■ What you will do ■
Copy the records below exactly as they stand. Leave out the pictures.

■ Data section ■
□ □ □ □ □
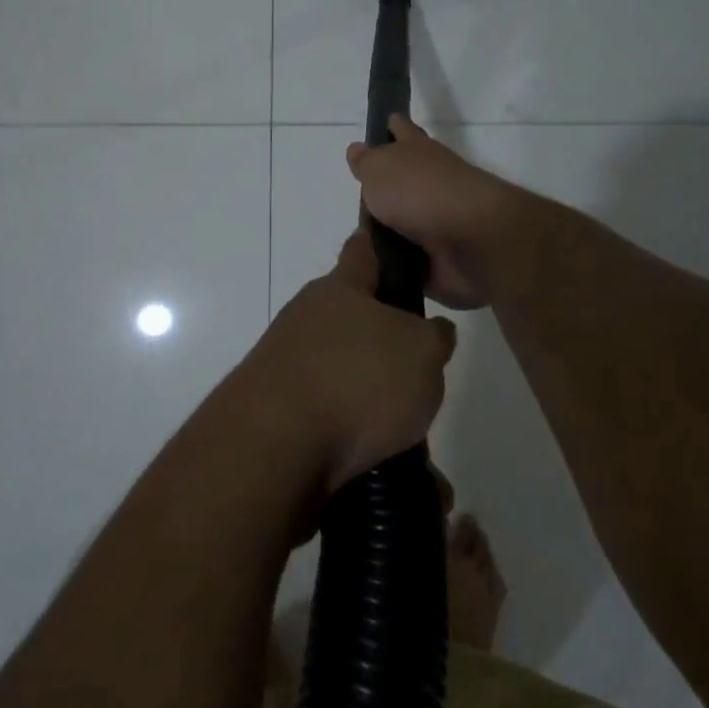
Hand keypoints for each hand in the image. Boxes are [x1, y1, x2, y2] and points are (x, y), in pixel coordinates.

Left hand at [233, 232, 455, 494]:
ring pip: (341, 370)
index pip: (363, 250)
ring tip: (406, 433)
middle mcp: (306, 317)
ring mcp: (285, 362)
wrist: (275, 446)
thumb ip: (434, 336)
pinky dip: (351, 432)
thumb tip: (431, 330)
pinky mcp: (275, 408)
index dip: (384, 248)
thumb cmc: (357, 380)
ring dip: (369, 394)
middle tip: (420, 374)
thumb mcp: (421, 353)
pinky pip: (326, 413)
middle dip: (384, 343)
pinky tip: (378, 459)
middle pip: (353, 319)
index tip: (404, 256)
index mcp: (340, 289)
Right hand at [346, 115, 523, 309]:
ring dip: (387, 232)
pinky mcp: (440, 260)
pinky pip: (408, 263)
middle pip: (404, 181)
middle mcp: (431, 184)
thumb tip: (357, 149)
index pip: (402, 131)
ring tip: (358, 241)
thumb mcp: (379, 169)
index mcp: (418, 153)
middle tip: (358, 197)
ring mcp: (438, 223)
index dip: (393, 126)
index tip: (385, 122)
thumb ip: (366, 162)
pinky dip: (394, 266)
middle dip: (385, 187)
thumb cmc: (420, 193)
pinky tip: (373, 272)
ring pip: (405, 224)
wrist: (471, 242)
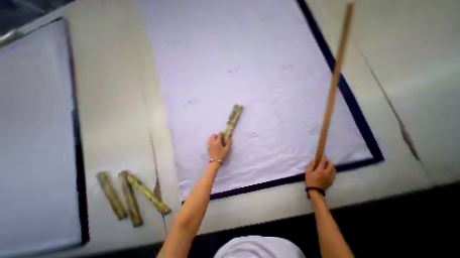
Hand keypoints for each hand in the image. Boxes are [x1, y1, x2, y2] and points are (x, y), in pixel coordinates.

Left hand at [208, 133, 231, 160]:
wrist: (215, 162)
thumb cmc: (222, 155)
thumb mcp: (227, 150)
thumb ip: (228, 143)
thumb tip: (230, 138)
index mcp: (217, 142)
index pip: (219, 135)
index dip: (221, 133)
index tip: (223, 133)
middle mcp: (212, 142)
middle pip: (213, 135)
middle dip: (216, 135)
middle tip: (219, 137)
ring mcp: (209, 145)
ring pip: (210, 138)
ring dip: (213, 137)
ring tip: (216, 140)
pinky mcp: (208, 148)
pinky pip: (209, 142)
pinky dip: (211, 141)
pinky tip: (213, 144)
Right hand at [305, 155, 333, 190]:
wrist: (315, 191)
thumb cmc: (310, 180)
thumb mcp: (308, 172)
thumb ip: (311, 165)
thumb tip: (314, 160)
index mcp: (320, 170)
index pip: (324, 161)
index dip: (323, 157)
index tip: (322, 155)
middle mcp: (327, 172)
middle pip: (331, 164)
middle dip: (328, 161)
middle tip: (324, 161)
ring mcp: (331, 177)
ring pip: (334, 169)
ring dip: (330, 166)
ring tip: (326, 166)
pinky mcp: (332, 180)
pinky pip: (333, 173)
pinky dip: (331, 170)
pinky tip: (327, 172)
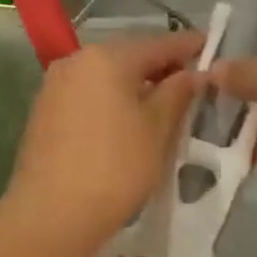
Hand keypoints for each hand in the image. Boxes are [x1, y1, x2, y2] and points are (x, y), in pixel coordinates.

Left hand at [7, 31, 206, 249]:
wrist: (51, 213)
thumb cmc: (115, 167)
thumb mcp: (158, 129)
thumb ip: (177, 93)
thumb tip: (192, 73)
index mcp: (106, 57)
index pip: (157, 44)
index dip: (188, 46)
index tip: (212, 47)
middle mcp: (75, 61)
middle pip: (128, 57)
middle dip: (160, 67)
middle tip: (191, 81)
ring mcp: (55, 86)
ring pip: (105, 77)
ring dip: (134, 85)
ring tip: (164, 104)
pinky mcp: (44, 112)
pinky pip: (88, 95)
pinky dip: (111, 101)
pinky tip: (128, 121)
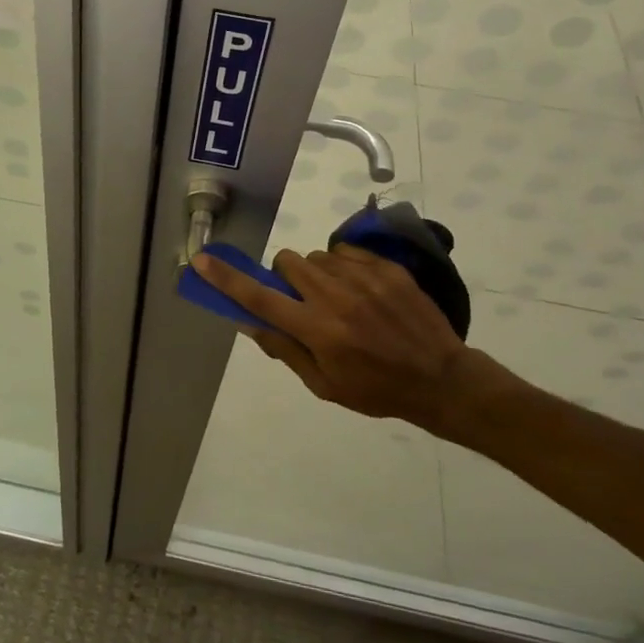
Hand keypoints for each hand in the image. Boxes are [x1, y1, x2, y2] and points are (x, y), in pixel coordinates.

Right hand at [191, 245, 514, 438]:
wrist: (441, 378)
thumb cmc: (376, 390)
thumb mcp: (325, 384)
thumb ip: (285, 349)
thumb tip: (249, 320)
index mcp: (317, 330)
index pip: (260, 299)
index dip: (227, 279)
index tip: (203, 260)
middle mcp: (335, 297)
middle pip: (287, 262)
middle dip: (285, 277)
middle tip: (302, 300)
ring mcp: (364, 277)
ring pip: (316, 257)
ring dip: (316, 274)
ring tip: (339, 299)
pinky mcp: (386, 267)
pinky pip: (346, 252)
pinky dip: (344, 267)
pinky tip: (361, 290)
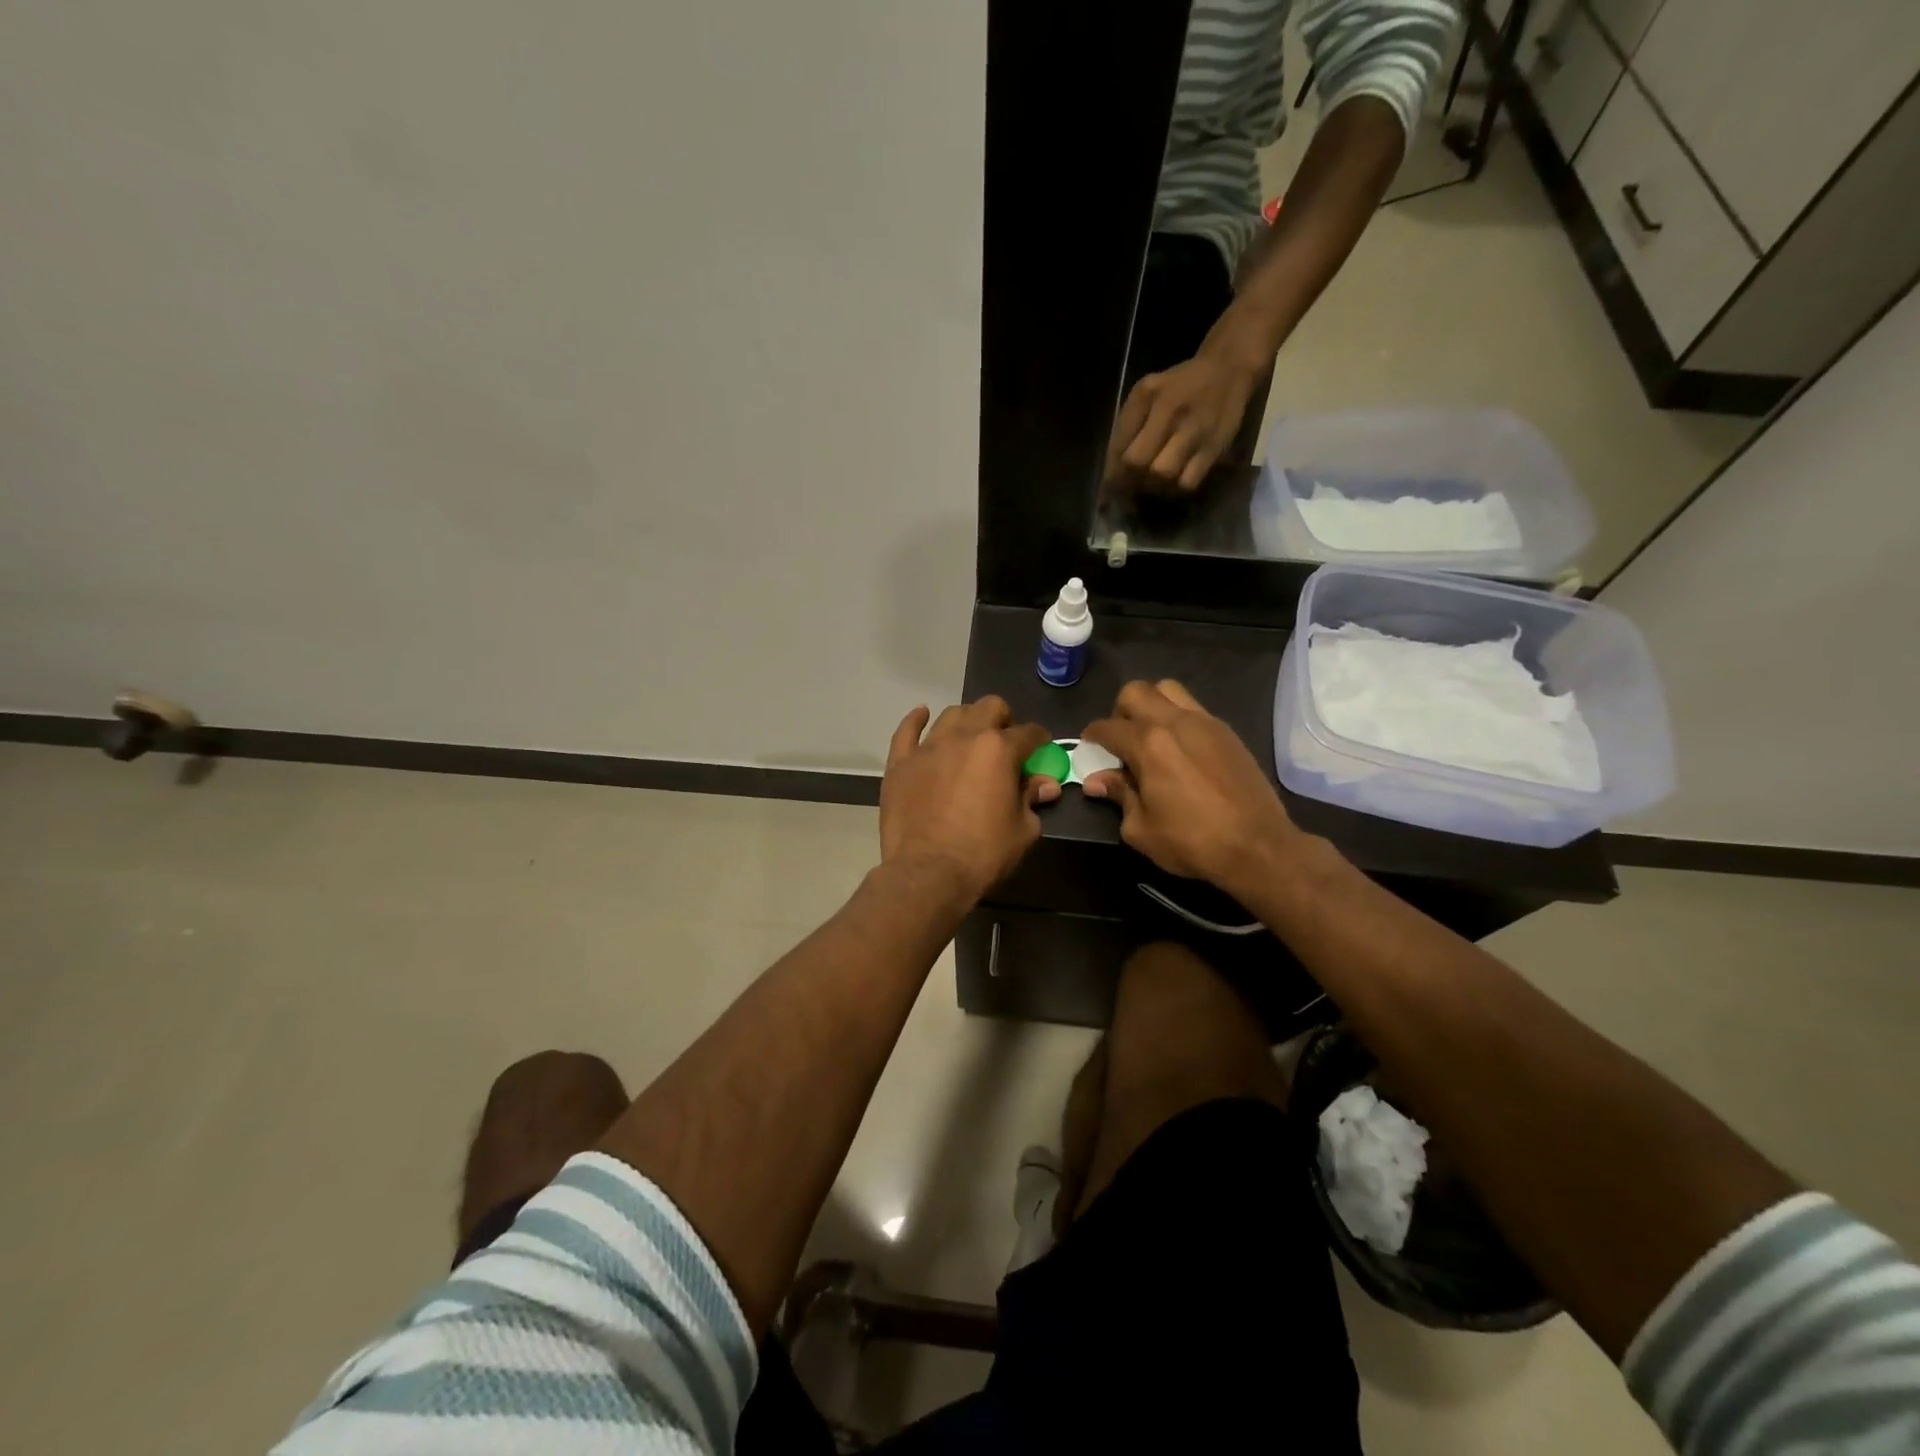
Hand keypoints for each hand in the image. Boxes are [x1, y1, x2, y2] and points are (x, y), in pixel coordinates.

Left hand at [880, 697, 1058, 903]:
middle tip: (1006, 742)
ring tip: (970, 738)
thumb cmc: (983, 854)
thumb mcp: (1023, 830)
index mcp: (998, 750)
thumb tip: (1045, 784)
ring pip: (952, 714)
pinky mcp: (900, 763)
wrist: (928, 874)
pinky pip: (906, 731)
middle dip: (1004, 720)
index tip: (1041, 751)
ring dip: (967, 721)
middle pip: (989, 708)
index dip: (1040, 741)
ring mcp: (928, 748)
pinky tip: (922, 716)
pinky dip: (916, 720)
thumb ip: (1032, 799)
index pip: (1029, 733)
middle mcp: (963, 737)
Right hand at [1081, 679, 1301, 896]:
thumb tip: (1097, 780)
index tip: (1089, 746)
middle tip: (1120, 740)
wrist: (1258, 846)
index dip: (1092, 736)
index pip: (1108, 727)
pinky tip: (1180, 749)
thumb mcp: (1141, 828)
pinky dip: (1177, 718)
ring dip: (1151, 705)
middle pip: (1136, 692)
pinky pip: (1193, 708)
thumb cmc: (1192, 842)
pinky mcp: (1227, 732)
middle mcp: (1174, 722)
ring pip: (1168, 690)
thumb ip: (1119, 795)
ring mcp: (1205, 723)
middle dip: (1120, 711)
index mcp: (1148, 744)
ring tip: (1150, 736)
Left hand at [1104, 353, 1259, 493]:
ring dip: (1151, 487)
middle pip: (1139, 463)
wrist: (1227, 370)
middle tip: (1128, 489)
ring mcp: (1194, 432)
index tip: (1106, 491)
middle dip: (1128, 482)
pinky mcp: (1214, 449)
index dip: (1111, 474)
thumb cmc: (1179, 385)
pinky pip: (1188, 483)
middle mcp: (1171, 413)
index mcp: (1148, 397)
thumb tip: (1112, 467)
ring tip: (1149, 485)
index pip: (1120, 446)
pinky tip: (1171, 483)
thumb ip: (1127, 425)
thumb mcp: (1146, 391)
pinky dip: (1175, 490)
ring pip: (1163, 475)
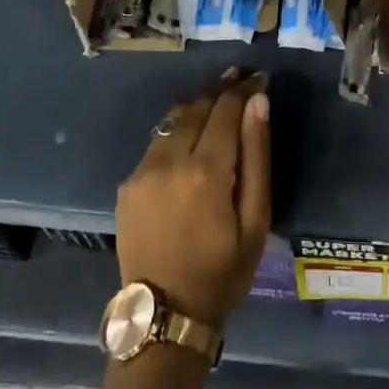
□ □ □ □ □
■ Written response ■
Hand keypoints for each hand in the image. Boxes are [x1, y1, x2, y2] and points are (x, y), in pixel coordinates.

Left hand at [233, 232, 455, 494]:
ring pip: (341, 370)
index pip: (363, 250)
ring tip: (406, 433)
middle mcp: (306, 317)
ring mcp: (285, 362)
wrist: (275, 446)
thumb ip: (434, 336)
pinky dip: (351, 432)
thumb tip: (431, 330)
pinky mcp: (275, 408)
index dip: (384, 248)
thumb cmc: (357, 380)
ring dip: (369, 394)
middle tip: (420, 374)
thumb mcp: (421, 353)
pinky pip: (326, 413)
middle dip: (384, 343)
pinky tip: (378, 459)
middle pip: (353, 319)
index tip: (404, 256)
index mcp: (340, 289)
Right hand at [346, 115, 523, 309]:
ring dip: (387, 232)
pinky mcp: (440, 260)
pinky pip: (408, 263)
middle pip: (404, 181)
middle mcp: (431, 184)
thumb tip: (357, 149)
index pip: (402, 131)
ring tip: (358, 241)
thumb mcp: (379, 169)
index mcp: (418, 153)
middle tip: (358, 197)
ring mcp: (438, 223)
index dip: (393, 126)
index tip: (385, 122)
thumb ip: (366, 162)
pinky dip: (394, 266)
middle dip: (385, 187)
thumb cmc: (420, 193)
pinky tip: (373, 272)
ring pip: (405, 224)
wrist: (471, 242)
Hand keypoints for each hand in the image. Boxes are [x1, y1, x2, y2] and points are (x, y), in pixel coordinates.

Left hand at [208, 133, 231, 160]:
wrist: (215, 162)
thumb cmc: (222, 155)
thumb mcp: (227, 150)
thumb ip: (228, 143)
thumb tip: (230, 138)
index mcp: (217, 142)
index pip: (219, 135)
index dip: (221, 133)
index tip: (223, 133)
middle mcp: (212, 142)
middle pip: (213, 135)
middle dip: (216, 135)
middle tip: (219, 137)
ring mcp: (209, 145)
ring pip: (210, 138)
ring dip: (213, 137)
ring tip: (216, 140)
pinky mcp: (208, 148)
pinky pip: (209, 142)
pinky dip: (211, 141)
pinky tip: (213, 144)
Right hand at [305, 155, 333, 190]:
wrist: (315, 191)
thumb cmc: (310, 180)
thumb mcp: (308, 172)
thumb ip: (311, 165)
thumb tip: (314, 160)
index mcp: (320, 170)
index pip: (324, 161)
index dip: (323, 157)
index tip: (322, 155)
middle mcp: (327, 172)
middle pip: (331, 164)
middle dip: (328, 161)
middle tip: (324, 161)
ring mcp: (331, 177)
ring pip: (334, 169)
ring dip: (330, 166)
ring tip: (326, 166)
pinky mcp: (332, 180)
pinky pip: (333, 173)
pinky dip: (331, 170)
pinky tip: (327, 172)
Hand keypoints for each hand in the image. Boxes are [x1, y1, x2, y2] and points are (x, y), in pixel coordinates.

Left hand at [7, 31, 206, 249]:
wrist: (51, 213)
thumb cmc: (115, 167)
thumb mcp: (158, 129)
thumb ip: (177, 93)
thumb tip: (192, 73)
index mcp: (106, 57)
index pip: (157, 44)
index dip: (188, 46)
index tip: (212, 47)
middle mcp: (75, 61)
middle pip: (128, 57)
middle dip: (160, 67)
middle tip: (191, 81)
ring mcp: (55, 86)
ring pip: (105, 77)
ring dip: (134, 85)
ring tip: (164, 104)
pinky mcp: (44, 112)
pinky pip: (88, 95)
pinky dip: (111, 101)
pinky tip: (128, 121)
Hand keypoints for each hand in the image. Boxes are [x1, y1, x2, y2] and points are (x, y), in pixel coordinates.

Right hand at [191, 245, 514, 438]:
wrist: (441, 378)
thumb cmc: (376, 390)
thumb mcp: (325, 384)
thumb ip: (285, 349)
thumb tip: (249, 320)
index mcp: (317, 330)
index pip: (260, 299)
index dip: (227, 279)
index tip: (203, 260)
middle mcp: (335, 297)
middle pip: (287, 262)
middle dip: (285, 277)
middle tip: (302, 300)
ring mcp: (364, 277)
ring pip: (316, 257)
ring dip: (316, 274)
ring tip: (339, 299)
pinky mcp: (386, 267)
pinky pip: (346, 252)
pinky dip: (344, 267)
pinky tip: (361, 290)
Hand keypoints for each hand in the image. Boxes are [x1, y1, x2, y2] and points are (x, y), in pixel coordinates.

Left hand at [880, 697, 1058, 903]:
middle tip: (1006, 742)
ring tip: (970, 738)
thumb cmc: (983, 854)
thumb mcp: (1023, 830)
index mcp: (998, 750)
thumb tip: (1045, 784)
ring pip: (952, 714)
pinky mcp: (900, 763)
wrist: (928, 874)
pinky pip: (906, 731)
middle dip: (1004, 720)
index tip: (1041, 751)
ring dip: (967, 721)
middle pip: (989, 708)
index dip: (1040, 741)
ring mcp: (928, 748)
pinky tip: (922, 716)
pinky dip: (916, 720)
thumb ip: (1032, 799)
index pip: (1029, 733)
middle mcp: (963, 737)
Right hand at [1081, 679, 1301, 896]:
thumb tip: (1097, 780)
index tip: (1089, 746)
middle tip: (1120, 740)
wrist: (1258, 846)
index dip: (1092, 736)
index pip: (1108, 727)
pinky tip: (1180, 749)
thumb mcp: (1141, 828)
pinky dip: (1177, 718)
ring dip: (1151, 705)
middle pip: (1136, 692)
pinky pip: (1193, 708)
thumb cmc: (1192, 842)
pinky mcp: (1227, 732)
middle mcp: (1174, 722)
ring pip: (1168, 690)
thumb ip: (1119, 795)
ring mcp: (1205, 723)
middle dip: (1120, 711)
index mcp: (1148, 744)
ring tip: (1150, 736)
Left hand at [1104, 353, 1259, 493]:
ring dip: (1151, 487)
middle pip: (1139, 463)
wrist: (1227, 370)
middle tip: (1128, 489)
ring mcp: (1194, 432)
index tip: (1106, 491)
middle dip: (1128, 482)
pinky mcp: (1214, 449)
index dip: (1111, 474)
thumb cmc: (1179, 385)
pinky pip: (1188, 483)
middle mcp: (1171, 413)
index mcp: (1148, 397)
thumb tip: (1112, 467)
ring tip: (1149, 485)
index pip: (1120, 446)
pinky tip: (1171, 483)
thumb ip: (1127, 425)
thumb mcp: (1146, 391)
pinky dip: (1175, 490)
ring pip: (1163, 475)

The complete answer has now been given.